Establish VPN connection from the Transit Gateway to a simulated customer on-prem environment

  1. Follow section 4 and 5 in the following article to deploy an EC2 instance with strongSwan to establish a Site-to-Site VPN -> Simulating Site-to-Site VPN Customer Gateways Using strongSwan.

    Below are the values to fill up some of the parameters of the CloudFormation template used in the article above (for the other parameters, follow the instructions in the section 5 of the article):
    • Stack Name: egress-vpc-vpn

    • Name of secret in AWS Secrets Manager for VPN Tunnel 1 Pre-Shared Key: egress-vpc-psk1

    • Name of secret in AWS Secrets Manager for VPN Tunnel 2 Pre-Shared Key: egress-vpc-psk2

    • VPC ID: select egress-vpc-customer-vpc

    • VPC CIDR Block: 30.0.0.0/16

    • Subnet ID for VPN Gateway: select egress-vpc-customer-vpc/PublicSubnet1

    • Elastic IP Address Allocation ID: can be found in the output of the CDK stack. The value should start with eipalloc-

❗ Wait until the VPN Gateway (EC2 Instance) is created and verify that both IPSec tunnels are 'UP' (Site-to-Site VPN Connections > egress-vpc-vpn > Tunnel details), before proceeding to step 4 and 5. This will take a few minutes.

  1. Add a route to 20.0.0.0/16 in the route table (Target: Instance > infra-vpngw-test) of egress-vpc-customer-vpc/PrivateSubnet1 in order to route requests from instances in egress-vpc-customer-vpc/PrivateSubnet1 to instances in egress-vpc-vpc-1/PrivateSubnet1.

  2. Create a Transit Gateway Association and Propagation in the Transit Gateway Route Table for the VPN Transit Gateway attachment. Once you completed this step successfully, you should see a route 30.0.0.0/16 propagated in the Transit Gateway Route Table.
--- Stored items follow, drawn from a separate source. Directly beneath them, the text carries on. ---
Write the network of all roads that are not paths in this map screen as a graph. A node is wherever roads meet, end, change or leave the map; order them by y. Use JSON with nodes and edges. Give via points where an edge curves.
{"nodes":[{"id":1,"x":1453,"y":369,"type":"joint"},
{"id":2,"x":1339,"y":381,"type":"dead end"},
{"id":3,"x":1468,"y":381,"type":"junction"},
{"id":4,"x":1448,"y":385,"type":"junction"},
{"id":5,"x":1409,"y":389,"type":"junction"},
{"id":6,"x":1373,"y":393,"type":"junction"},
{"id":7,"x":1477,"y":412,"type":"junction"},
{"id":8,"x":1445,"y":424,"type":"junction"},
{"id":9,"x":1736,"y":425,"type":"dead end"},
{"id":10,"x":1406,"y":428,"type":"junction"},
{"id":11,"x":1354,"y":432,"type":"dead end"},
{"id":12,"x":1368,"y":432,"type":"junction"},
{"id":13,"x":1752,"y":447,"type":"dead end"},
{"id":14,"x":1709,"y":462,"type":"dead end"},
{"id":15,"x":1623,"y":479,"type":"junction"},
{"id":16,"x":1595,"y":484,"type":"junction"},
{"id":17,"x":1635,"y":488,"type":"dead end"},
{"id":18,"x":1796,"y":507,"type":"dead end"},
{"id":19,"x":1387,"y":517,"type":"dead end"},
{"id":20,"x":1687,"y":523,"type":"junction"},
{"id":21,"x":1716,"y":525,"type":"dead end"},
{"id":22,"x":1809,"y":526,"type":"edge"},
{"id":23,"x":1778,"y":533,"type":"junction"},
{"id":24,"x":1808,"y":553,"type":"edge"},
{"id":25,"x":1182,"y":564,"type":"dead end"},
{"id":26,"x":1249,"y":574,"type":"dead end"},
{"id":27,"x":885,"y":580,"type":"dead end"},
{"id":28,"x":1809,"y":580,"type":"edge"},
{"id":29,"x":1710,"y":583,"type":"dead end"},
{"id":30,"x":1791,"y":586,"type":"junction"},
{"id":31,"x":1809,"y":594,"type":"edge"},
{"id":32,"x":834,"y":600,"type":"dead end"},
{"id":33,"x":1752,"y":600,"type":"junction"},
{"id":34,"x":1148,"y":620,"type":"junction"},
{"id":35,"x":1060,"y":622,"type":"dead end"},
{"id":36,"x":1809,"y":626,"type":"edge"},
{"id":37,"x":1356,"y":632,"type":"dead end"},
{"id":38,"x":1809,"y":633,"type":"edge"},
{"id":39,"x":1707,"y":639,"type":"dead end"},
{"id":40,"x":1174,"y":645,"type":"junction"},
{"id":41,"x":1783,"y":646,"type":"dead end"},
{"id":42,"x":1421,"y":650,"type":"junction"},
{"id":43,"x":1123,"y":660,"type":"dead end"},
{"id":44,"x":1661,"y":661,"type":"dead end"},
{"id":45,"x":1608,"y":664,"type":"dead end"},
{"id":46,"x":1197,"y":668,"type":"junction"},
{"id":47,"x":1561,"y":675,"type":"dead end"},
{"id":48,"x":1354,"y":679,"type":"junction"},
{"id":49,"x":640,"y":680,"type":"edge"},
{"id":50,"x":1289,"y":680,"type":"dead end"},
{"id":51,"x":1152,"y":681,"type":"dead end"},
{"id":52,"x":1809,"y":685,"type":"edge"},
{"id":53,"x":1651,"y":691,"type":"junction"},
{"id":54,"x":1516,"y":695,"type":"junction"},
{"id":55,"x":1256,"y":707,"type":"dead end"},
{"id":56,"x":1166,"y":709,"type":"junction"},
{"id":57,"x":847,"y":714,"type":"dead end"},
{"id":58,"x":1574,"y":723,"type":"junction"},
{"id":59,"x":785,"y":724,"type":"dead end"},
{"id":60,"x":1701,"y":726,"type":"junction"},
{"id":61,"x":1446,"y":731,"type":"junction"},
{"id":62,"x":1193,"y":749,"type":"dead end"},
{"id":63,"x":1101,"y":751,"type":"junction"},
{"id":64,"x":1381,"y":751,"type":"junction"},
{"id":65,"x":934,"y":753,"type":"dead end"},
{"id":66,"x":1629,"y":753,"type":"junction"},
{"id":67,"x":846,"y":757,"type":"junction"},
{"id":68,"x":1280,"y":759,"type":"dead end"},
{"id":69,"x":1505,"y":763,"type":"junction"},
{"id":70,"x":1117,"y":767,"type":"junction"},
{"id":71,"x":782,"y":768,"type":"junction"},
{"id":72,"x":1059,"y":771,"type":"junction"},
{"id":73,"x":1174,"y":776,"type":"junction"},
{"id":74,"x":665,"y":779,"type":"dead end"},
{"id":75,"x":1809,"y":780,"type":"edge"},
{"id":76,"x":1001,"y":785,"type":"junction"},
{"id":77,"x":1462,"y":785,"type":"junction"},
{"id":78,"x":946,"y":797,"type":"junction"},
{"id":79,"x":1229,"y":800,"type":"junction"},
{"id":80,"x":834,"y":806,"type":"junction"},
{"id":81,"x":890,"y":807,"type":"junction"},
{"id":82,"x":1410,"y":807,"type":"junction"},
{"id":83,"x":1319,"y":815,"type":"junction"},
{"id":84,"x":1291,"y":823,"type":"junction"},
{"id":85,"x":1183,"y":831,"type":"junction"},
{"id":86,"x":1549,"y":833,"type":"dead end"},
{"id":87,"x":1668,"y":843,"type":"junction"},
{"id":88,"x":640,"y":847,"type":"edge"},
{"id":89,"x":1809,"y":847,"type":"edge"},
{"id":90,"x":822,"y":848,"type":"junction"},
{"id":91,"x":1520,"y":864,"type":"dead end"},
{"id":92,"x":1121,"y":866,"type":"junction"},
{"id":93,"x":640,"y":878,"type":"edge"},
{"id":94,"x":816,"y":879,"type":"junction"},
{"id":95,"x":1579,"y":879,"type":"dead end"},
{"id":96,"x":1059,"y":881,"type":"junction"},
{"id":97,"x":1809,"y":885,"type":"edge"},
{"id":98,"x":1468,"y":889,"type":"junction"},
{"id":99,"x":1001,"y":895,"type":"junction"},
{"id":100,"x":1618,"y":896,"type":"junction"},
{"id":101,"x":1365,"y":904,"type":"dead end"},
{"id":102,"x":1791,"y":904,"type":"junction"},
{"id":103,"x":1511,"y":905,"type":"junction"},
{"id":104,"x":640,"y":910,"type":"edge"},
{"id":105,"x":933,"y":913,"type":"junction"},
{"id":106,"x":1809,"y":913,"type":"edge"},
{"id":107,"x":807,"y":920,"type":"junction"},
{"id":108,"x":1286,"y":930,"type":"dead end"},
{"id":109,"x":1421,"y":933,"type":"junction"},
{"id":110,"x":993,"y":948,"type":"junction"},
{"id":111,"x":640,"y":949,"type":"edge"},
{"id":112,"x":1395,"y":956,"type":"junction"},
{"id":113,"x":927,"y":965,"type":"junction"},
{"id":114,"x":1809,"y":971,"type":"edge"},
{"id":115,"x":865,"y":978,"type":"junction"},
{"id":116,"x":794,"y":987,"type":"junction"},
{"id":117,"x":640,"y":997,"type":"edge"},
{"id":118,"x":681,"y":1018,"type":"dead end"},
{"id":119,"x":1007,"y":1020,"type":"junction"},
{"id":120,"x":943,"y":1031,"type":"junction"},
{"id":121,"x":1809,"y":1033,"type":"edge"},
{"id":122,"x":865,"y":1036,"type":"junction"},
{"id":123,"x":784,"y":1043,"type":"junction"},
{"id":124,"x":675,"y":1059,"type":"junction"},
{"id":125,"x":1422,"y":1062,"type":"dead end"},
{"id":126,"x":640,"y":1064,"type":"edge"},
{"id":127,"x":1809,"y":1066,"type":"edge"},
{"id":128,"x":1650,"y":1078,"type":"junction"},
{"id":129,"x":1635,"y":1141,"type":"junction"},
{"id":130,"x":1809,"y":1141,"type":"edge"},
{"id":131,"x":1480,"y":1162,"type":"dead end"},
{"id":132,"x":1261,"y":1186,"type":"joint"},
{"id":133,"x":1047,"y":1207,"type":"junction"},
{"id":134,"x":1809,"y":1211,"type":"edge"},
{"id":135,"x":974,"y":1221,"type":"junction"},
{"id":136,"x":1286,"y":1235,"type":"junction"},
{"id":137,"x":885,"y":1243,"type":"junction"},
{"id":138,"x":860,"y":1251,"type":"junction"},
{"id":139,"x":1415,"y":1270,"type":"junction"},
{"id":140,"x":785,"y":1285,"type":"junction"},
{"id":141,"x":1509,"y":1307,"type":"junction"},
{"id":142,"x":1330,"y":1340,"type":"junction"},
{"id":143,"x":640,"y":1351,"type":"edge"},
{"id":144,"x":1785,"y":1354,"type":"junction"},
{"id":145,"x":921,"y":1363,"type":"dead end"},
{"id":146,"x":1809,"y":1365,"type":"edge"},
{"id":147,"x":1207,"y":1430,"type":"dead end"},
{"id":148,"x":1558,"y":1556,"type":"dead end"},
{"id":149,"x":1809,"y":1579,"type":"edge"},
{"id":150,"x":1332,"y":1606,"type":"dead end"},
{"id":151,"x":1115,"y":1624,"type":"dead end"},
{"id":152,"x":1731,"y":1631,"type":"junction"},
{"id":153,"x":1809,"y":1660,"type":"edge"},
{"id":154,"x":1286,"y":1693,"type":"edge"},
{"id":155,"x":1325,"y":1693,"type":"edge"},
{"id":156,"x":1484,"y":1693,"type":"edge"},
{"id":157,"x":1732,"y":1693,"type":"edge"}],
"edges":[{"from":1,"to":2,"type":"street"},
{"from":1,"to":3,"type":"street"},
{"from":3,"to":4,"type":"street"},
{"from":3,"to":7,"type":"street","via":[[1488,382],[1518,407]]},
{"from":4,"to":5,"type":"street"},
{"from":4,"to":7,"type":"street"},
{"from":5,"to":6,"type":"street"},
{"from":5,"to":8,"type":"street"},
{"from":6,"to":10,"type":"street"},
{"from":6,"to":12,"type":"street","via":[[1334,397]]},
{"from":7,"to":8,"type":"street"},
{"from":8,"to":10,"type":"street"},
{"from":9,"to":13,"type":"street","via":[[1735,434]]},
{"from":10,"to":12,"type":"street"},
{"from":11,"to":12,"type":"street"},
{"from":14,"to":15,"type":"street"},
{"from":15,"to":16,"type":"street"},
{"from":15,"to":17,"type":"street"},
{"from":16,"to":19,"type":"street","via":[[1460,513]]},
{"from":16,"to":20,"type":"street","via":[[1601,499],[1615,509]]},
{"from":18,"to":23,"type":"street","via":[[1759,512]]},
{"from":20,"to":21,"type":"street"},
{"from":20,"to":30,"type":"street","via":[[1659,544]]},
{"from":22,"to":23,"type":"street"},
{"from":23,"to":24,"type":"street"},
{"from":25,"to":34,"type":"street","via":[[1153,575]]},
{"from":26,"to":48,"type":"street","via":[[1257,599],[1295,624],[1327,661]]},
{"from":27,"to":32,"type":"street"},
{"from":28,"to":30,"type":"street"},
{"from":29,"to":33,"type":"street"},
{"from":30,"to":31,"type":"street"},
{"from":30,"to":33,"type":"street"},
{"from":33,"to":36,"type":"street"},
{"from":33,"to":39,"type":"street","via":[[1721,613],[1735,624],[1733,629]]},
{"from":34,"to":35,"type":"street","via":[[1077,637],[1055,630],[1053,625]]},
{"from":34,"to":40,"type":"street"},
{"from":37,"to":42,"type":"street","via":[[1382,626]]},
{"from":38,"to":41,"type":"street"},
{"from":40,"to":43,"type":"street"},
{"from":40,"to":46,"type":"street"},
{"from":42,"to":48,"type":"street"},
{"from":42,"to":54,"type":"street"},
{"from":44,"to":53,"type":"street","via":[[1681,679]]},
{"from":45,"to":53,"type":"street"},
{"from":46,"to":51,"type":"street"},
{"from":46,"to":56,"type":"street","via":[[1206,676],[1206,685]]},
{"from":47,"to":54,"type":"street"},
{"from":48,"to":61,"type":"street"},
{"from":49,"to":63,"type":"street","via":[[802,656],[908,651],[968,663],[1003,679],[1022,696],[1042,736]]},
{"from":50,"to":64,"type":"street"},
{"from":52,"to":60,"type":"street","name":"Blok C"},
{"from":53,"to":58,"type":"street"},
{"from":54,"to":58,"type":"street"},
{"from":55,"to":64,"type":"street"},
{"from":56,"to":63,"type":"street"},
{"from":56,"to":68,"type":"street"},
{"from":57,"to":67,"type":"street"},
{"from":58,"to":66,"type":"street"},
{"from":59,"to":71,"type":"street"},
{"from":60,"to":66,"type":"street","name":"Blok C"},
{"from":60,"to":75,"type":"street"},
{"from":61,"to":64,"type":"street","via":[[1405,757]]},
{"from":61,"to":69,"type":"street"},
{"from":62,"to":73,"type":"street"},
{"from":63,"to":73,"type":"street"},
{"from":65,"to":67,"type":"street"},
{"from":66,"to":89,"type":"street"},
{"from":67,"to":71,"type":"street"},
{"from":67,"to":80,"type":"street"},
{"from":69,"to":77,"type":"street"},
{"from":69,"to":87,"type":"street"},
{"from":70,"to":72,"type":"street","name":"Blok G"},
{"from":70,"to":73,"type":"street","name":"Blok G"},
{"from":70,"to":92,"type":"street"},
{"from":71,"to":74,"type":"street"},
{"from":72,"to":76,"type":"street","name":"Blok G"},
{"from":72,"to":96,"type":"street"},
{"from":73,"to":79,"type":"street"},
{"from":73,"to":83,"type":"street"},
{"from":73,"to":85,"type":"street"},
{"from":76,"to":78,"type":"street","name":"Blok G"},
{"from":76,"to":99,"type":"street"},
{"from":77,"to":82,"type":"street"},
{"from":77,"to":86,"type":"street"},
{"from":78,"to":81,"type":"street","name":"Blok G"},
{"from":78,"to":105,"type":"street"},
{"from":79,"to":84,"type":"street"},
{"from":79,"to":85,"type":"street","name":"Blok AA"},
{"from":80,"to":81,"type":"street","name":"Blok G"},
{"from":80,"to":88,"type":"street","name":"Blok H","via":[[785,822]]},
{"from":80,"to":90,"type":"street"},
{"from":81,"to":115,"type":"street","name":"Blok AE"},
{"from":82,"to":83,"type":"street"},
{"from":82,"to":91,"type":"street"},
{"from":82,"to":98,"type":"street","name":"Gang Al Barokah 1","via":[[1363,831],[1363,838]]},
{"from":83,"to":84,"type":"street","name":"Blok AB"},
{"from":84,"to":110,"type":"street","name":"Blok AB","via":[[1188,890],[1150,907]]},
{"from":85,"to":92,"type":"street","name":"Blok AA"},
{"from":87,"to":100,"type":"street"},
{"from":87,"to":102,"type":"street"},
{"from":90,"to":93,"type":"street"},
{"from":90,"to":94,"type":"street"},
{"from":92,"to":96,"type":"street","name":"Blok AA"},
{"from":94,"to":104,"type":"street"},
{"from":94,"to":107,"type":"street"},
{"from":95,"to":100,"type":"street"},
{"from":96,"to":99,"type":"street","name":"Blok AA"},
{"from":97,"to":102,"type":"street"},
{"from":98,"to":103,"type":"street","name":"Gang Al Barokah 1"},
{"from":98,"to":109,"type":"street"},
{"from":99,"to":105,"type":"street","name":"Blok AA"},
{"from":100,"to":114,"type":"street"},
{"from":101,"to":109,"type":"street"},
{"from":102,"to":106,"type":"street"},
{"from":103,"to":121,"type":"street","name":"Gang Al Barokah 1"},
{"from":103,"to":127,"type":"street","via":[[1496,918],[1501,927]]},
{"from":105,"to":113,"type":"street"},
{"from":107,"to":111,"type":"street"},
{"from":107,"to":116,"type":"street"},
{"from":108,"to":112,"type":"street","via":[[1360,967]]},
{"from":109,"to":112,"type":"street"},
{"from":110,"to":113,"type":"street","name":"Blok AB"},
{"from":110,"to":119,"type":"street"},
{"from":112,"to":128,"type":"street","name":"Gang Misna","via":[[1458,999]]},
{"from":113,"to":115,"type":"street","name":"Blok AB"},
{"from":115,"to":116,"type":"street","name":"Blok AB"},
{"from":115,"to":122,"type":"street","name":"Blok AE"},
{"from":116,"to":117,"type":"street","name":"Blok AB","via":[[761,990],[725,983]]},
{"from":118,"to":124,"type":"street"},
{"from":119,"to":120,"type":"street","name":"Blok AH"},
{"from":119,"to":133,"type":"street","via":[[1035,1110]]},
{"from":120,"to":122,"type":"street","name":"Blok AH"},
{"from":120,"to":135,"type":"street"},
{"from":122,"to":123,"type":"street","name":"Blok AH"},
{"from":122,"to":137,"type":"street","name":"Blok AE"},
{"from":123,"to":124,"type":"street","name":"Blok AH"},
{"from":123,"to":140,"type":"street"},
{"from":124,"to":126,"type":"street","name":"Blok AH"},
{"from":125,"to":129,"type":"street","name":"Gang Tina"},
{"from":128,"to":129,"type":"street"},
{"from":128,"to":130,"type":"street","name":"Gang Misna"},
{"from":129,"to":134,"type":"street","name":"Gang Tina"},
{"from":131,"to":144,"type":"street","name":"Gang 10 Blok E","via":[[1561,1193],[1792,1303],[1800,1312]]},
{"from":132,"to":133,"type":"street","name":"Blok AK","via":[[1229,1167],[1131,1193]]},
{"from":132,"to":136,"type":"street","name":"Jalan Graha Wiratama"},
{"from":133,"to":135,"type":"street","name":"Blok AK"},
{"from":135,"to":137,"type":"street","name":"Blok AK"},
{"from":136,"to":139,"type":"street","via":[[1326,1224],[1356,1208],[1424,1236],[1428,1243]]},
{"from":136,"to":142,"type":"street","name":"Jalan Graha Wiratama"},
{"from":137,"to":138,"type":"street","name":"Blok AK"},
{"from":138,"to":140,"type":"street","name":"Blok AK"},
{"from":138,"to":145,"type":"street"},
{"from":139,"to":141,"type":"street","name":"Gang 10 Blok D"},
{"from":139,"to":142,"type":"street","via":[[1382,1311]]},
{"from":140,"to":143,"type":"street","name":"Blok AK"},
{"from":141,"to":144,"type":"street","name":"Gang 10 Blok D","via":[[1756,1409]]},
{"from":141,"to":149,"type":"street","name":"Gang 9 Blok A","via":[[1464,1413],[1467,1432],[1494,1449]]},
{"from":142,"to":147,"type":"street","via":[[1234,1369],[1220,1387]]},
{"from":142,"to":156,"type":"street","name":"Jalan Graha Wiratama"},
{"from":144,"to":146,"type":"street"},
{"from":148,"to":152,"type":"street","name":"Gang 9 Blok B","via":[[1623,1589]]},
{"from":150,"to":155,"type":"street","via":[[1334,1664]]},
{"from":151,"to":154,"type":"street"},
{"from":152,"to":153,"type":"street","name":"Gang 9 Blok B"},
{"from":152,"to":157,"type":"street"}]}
Note: this step cannot be automated because there is no way to retrieve the VPN Transit Gateway attachment and then create an association and propagation programmatically.

❗ The connection between egress-vpc-vpc-1 and egress-vpc-customer-vpc will be established in a few minutes after completing step 3.

Testing the network connectivity

  1. Connect to egress-vpc-demo-instance and egress-vpc-demo-instance-2 using Session Manager. If you encounter the error Unable to start command: failed to start pty since RunAs user ssm-user does not exist, ensure that the Run As configuration in Session Manager > Preferences is ec2-user.

  2. Use ifconfig in the instances to retrieve the private IP addresses

  3. Ping each other using the private IP addresses - e.g. ping 30.0.1.30 in egress-vpc-demo-instance. You should receive similar results as shown below:

  • egress-vpc-demo-instance: 64 bytes from 30.0.1.30: icmp_seq=1 ttl=253 time=2.49 ms
  • egress-vpc-demo-instance-2: 64 bytes from 20.0.0.20: icmp_seq=1 ttl=252 time=3.52 ms
  1. Ping a domain (e.g. amazon.com) in one of these instances. You should observe similar results as shown above.

Clean Up

  1. Delete egress-vpc-vpn and egress-vpc CloudFormation stacks.